- How to complete this task: Read through the entries below and return each line with the word "Frații".

======== Data shown

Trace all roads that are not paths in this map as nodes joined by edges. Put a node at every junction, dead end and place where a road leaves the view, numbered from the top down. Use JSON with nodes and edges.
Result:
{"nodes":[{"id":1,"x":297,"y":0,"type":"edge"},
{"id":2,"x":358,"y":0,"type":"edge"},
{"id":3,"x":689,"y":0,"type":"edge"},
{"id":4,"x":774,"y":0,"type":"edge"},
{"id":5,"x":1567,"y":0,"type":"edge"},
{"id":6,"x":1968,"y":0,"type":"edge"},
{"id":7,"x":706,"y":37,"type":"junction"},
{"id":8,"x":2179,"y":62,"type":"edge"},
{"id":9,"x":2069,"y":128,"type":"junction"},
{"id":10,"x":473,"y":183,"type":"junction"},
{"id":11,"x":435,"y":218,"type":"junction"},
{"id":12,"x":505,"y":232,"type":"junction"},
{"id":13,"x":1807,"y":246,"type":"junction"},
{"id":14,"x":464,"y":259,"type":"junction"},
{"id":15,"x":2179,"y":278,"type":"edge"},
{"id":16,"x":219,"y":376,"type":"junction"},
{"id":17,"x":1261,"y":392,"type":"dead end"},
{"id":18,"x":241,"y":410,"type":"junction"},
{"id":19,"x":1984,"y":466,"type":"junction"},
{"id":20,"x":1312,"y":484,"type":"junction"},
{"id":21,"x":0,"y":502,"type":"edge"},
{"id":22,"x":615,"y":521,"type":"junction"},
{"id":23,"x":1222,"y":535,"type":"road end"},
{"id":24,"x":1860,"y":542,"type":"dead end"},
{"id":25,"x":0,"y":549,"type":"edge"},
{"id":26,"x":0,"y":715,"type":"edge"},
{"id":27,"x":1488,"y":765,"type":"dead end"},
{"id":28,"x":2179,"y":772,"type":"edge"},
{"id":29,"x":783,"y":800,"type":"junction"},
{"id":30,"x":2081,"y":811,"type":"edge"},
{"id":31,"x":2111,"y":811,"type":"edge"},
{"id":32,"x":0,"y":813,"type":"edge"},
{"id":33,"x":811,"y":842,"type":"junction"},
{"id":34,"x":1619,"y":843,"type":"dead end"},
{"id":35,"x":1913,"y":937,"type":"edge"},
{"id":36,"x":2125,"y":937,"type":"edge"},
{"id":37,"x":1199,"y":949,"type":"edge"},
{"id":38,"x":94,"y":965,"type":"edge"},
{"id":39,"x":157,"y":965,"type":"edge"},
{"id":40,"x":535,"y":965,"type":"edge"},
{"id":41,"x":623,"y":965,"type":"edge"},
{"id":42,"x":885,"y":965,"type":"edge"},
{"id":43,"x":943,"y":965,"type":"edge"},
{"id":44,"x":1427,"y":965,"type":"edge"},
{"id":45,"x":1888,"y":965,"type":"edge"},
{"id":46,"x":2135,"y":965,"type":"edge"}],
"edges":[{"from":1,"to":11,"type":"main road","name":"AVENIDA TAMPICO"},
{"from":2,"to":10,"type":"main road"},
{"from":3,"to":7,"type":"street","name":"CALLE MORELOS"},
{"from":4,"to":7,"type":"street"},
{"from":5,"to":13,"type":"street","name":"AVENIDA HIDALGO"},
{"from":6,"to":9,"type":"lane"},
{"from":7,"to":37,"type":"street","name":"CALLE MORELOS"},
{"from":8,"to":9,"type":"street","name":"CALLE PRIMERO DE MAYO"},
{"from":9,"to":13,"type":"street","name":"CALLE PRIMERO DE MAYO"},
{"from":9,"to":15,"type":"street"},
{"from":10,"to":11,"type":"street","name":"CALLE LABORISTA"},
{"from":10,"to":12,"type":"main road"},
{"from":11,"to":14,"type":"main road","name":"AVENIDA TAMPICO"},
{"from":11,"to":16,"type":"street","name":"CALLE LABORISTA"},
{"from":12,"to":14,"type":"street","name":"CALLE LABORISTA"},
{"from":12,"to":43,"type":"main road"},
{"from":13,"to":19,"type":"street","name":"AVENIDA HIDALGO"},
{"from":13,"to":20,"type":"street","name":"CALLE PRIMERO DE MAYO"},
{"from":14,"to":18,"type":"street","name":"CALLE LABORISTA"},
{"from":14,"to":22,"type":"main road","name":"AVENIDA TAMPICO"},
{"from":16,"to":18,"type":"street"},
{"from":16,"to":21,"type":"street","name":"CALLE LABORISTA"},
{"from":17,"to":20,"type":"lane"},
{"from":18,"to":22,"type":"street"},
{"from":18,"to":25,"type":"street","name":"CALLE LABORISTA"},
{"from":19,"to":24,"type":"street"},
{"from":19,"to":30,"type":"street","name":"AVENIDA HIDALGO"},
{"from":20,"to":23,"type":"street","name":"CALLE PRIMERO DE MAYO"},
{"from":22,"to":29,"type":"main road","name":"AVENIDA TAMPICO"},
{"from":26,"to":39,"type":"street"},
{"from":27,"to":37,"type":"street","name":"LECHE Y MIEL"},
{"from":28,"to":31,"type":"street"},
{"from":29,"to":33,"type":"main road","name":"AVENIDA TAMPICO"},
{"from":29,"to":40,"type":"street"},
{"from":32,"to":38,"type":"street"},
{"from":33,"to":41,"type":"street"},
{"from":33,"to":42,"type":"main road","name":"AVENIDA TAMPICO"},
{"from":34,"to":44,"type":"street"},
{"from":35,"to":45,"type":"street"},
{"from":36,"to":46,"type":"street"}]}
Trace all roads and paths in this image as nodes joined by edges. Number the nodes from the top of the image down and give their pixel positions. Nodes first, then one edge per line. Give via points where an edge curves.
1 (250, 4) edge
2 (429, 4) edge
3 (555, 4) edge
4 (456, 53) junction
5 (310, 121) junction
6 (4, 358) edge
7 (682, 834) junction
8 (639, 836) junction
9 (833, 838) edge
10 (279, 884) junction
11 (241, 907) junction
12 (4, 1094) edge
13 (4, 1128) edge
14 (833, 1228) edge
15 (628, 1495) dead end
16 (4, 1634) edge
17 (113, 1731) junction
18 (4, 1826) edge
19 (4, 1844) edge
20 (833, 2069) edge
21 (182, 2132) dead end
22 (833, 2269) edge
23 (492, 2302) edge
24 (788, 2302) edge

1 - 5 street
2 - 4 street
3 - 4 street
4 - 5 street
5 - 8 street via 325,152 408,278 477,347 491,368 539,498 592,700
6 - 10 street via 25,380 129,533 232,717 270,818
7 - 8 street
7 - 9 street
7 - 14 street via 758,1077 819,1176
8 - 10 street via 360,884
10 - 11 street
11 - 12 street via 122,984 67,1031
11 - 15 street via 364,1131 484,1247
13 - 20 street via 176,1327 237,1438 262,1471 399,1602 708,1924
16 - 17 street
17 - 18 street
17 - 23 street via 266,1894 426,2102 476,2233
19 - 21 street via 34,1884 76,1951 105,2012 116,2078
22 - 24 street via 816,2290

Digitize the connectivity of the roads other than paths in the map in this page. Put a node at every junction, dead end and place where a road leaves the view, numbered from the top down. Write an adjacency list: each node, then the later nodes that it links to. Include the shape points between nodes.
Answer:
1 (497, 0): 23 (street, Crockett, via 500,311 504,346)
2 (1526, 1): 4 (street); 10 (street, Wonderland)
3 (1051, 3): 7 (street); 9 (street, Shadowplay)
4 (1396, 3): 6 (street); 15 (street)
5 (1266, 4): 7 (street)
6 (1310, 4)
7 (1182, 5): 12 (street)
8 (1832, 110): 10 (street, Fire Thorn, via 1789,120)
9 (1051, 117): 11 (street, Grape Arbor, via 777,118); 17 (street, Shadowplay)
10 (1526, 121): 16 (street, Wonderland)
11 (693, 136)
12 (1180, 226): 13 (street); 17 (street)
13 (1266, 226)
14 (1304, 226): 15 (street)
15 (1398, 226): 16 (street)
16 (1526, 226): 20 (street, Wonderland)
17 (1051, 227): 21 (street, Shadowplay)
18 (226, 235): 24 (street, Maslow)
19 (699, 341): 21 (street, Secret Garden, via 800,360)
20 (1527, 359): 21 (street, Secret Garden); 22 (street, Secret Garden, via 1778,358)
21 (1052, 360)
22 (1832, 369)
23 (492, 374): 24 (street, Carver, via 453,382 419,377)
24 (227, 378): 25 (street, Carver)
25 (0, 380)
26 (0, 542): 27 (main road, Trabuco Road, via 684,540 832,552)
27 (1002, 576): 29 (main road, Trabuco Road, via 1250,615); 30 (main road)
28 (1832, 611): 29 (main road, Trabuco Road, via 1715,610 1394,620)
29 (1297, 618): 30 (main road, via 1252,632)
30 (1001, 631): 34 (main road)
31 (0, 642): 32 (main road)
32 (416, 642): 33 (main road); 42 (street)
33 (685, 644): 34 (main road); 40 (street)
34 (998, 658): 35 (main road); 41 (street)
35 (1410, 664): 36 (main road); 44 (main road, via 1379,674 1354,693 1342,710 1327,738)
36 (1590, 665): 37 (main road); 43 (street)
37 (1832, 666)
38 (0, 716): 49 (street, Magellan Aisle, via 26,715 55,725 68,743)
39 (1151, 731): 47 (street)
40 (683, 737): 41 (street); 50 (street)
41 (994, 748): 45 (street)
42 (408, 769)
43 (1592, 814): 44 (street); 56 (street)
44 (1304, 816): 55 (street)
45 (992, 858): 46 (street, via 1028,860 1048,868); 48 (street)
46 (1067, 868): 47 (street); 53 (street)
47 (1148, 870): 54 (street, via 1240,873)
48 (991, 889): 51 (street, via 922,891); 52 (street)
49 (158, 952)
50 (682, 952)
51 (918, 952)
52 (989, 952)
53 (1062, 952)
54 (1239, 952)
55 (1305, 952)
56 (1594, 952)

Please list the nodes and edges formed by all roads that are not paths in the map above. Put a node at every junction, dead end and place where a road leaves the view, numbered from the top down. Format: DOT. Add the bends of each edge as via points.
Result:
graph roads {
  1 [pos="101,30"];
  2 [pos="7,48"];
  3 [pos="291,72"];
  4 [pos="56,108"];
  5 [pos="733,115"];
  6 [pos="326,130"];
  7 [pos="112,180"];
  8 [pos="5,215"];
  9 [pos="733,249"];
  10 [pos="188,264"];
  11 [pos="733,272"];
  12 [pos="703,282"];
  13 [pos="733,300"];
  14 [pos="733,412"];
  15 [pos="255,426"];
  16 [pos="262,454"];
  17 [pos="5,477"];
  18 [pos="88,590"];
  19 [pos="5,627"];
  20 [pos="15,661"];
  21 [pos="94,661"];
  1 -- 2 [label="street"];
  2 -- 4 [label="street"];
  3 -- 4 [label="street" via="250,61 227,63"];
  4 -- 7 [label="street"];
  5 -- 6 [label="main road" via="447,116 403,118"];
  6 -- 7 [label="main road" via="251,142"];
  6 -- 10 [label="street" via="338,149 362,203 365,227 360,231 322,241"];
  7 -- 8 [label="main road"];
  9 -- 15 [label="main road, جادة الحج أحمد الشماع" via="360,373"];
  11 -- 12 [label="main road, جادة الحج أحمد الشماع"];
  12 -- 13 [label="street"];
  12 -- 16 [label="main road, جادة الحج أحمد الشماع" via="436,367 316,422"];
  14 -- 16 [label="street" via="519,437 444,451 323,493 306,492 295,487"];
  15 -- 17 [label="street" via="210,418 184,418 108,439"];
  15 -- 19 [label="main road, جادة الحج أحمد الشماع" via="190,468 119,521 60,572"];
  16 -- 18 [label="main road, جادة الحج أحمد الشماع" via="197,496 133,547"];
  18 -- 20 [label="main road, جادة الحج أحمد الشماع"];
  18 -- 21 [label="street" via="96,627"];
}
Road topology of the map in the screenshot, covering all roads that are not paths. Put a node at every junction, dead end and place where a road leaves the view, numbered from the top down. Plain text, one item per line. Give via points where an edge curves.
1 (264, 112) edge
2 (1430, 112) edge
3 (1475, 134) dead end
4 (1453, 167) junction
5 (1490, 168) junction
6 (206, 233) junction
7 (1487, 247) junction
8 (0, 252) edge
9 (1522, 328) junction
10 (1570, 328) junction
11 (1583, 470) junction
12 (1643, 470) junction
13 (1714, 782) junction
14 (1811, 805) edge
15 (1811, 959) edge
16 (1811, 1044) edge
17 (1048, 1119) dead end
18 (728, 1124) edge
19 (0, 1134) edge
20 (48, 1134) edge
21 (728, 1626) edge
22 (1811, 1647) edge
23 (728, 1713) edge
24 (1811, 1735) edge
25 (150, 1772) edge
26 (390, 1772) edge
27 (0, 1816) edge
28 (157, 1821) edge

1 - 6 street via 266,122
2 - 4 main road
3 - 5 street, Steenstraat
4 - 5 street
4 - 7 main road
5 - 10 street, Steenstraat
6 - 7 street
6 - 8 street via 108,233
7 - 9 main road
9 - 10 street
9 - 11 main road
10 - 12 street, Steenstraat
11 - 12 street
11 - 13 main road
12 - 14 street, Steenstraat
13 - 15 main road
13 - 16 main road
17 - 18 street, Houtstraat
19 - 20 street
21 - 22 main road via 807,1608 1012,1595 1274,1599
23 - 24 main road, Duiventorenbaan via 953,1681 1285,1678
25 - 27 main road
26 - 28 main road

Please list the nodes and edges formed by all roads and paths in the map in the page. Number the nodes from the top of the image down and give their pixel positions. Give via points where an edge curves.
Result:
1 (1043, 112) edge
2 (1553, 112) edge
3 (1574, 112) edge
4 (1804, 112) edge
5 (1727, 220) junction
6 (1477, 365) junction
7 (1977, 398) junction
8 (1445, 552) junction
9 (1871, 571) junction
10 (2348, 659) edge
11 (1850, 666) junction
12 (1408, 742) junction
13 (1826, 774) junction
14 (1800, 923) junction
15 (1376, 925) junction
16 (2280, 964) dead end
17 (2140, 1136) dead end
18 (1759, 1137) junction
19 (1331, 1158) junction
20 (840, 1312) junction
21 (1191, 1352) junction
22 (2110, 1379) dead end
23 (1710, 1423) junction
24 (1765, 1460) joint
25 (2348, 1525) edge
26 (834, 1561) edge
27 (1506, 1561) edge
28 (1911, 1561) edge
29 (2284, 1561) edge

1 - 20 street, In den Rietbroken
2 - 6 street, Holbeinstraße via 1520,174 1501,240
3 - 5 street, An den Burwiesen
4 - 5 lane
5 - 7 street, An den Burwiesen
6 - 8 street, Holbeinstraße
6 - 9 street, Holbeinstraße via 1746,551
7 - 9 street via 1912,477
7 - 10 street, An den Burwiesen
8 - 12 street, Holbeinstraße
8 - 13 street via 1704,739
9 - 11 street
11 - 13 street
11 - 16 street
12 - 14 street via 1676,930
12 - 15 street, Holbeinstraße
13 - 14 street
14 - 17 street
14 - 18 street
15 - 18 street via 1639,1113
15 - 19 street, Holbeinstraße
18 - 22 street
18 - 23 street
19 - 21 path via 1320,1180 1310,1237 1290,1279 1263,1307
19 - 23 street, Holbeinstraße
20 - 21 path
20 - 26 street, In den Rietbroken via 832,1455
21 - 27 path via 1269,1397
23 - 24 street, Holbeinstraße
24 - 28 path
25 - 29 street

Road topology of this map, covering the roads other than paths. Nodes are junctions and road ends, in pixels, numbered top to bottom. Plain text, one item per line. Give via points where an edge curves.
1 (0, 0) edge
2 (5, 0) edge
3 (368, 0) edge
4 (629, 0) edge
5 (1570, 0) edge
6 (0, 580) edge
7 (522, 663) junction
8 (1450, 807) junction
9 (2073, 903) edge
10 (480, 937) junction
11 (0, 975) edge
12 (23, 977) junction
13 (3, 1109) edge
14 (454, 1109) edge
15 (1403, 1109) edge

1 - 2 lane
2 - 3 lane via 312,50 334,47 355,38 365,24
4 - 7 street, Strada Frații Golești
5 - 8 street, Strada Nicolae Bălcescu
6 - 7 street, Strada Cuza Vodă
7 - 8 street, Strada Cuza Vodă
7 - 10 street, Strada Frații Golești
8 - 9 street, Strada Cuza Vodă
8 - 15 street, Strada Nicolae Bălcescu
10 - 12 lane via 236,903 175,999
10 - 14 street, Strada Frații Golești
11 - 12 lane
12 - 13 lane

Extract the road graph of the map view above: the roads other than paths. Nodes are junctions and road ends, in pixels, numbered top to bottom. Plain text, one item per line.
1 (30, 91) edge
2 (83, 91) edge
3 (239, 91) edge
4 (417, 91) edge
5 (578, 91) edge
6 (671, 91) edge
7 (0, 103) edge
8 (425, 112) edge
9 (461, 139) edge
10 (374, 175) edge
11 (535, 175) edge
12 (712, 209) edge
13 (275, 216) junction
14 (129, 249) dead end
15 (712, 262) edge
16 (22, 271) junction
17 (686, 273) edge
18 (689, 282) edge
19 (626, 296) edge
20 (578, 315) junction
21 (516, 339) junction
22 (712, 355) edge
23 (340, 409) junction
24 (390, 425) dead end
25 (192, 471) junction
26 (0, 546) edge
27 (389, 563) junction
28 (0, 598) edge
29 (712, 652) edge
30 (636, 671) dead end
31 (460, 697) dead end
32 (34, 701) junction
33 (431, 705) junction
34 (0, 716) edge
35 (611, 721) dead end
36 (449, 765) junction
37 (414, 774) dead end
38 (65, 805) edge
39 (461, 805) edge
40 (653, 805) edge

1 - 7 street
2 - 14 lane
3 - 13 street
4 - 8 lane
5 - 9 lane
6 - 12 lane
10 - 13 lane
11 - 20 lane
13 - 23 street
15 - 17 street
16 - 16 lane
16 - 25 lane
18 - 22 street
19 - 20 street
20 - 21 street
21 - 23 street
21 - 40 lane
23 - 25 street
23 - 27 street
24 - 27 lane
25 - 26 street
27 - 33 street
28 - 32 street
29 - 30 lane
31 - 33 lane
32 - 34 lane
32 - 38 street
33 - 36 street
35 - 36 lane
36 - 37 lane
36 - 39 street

================

- Problem solution:
4 - 7 street, Strada Frații Golești
7 - 10 street, Strada Frații Golești
10 - 14 street, Strada Frații Golești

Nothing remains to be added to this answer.